• Exercise
Character for character, write out the data below.

::::

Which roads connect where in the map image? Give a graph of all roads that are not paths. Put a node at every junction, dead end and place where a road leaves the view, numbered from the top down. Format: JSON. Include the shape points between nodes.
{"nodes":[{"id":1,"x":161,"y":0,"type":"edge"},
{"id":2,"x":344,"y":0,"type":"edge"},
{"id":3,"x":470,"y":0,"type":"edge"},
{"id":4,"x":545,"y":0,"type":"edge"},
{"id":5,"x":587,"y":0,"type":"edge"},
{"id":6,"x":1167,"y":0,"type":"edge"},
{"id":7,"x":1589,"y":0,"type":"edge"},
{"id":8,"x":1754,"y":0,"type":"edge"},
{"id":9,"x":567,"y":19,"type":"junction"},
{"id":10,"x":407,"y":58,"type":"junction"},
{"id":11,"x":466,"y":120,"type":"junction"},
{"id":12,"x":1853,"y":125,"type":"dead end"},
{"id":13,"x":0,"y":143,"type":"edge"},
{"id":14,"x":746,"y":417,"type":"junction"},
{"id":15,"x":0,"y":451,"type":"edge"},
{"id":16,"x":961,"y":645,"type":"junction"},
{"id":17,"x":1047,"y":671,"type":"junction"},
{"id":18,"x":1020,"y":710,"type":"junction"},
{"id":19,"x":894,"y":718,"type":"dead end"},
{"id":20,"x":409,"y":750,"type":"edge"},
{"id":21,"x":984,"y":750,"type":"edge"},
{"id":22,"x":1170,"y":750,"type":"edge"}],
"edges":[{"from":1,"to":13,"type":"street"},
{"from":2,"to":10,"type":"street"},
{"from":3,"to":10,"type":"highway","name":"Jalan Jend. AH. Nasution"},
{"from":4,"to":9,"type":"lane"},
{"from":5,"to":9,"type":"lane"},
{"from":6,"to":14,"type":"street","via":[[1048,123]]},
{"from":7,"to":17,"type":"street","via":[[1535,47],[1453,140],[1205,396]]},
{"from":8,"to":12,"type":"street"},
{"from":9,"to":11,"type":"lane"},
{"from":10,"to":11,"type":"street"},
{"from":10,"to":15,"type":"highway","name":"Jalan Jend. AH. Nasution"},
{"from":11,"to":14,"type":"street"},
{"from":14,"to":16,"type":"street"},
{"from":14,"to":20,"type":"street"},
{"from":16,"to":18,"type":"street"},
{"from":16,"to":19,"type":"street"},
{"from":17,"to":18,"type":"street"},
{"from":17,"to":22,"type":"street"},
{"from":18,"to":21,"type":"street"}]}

::::

• Exercise solution
Which roads connect where in the map image? Give a graph of all roads that are not paths. Put a node at every junction, dead end and place where a road leaves the view, numbered from the top down. Format: JSON. Include the shape points between nodes.
{"nodes":[{"id":1,"x":161,"y":0,"type":"edge"},
{"id":2,"x":344,"y":0,"type":"edge"},
{"id":3,"x":470,"y":0,"type":"edge"},
{"id":4,"x":545,"y":0,"type":"edge"},
{"id":5,"x":587,"y":0,"type":"edge"},
{"id":6,"x":1167,"y":0,"type":"edge"},
{"id":7,"x":1589,"y":0,"type":"edge"},
{"id":8,"x":1754,"y":0,"type":"edge"},
{"id":9,"x":567,"y":19,"type":"junction"},
{"id":10,"x":407,"y":58,"type":"junction"},
{"id":11,"x":466,"y":120,"type":"junction"},
{"id":12,"x":1853,"y":125,"type":"dead end"},
{"id":13,"x":0,"y":143,"type":"edge"},
{"id":14,"x":746,"y":417,"type":"junction"},
{"id":15,"x":0,"y":451,"type":"edge"},
{"id":16,"x":961,"y":645,"type":"junction"},
{"id":17,"x":1047,"y":671,"type":"junction"},
{"id":18,"x":1020,"y":710,"type":"junction"},
{"id":19,"x":894,"y":718,"type":"dead end"},
{"id":20,"x":409,"y":750,"type":"edge"},
{"id":21,"x":984,"y":750,"type":"edge"},
{"id":22,"x":1170,"y":750,"type":"edge"}],
"edges":[{"from":1,"to":13,"type":"street"},
{"from":2,"to":10,"type":"street"},
{"from":3,"to":10,"type":"highway","name":"Jalan Jend. AH. Nasution"},
{"from":4,"to":9,"type":"lane"},
{"from":5,"to":9,"type":"lane"},
{"from":6,"to":14,"type":"street","via":[[1048,123]]},
{"from":7,"to":17,"type":"street","via":[[1535,47],[1453,140],[1205,396]]},
{"from":8,"to":12,"type":"street"},
{"from":9,"to":11,"type":"lane"},
{"from":10,"to":11,"type":"street"},
{"from":10,"to":15,"type":"highway","name":"Jalan Jend. AH. Nasution"},
{"from":11,"to":14,"type":"street"},
{"from":14,"to":16,"type":"street"},
{"from":14,"to":20,"type":"street"},
{"from":16,"to":18,"type":"street"},
{"from":16,"to":19,"type":"street"},
{"from":17,"to":18,"type":"street"},
{"from":17,"to":22,"type":"street"},
{"from":18,"to":21,"type":"street"}]}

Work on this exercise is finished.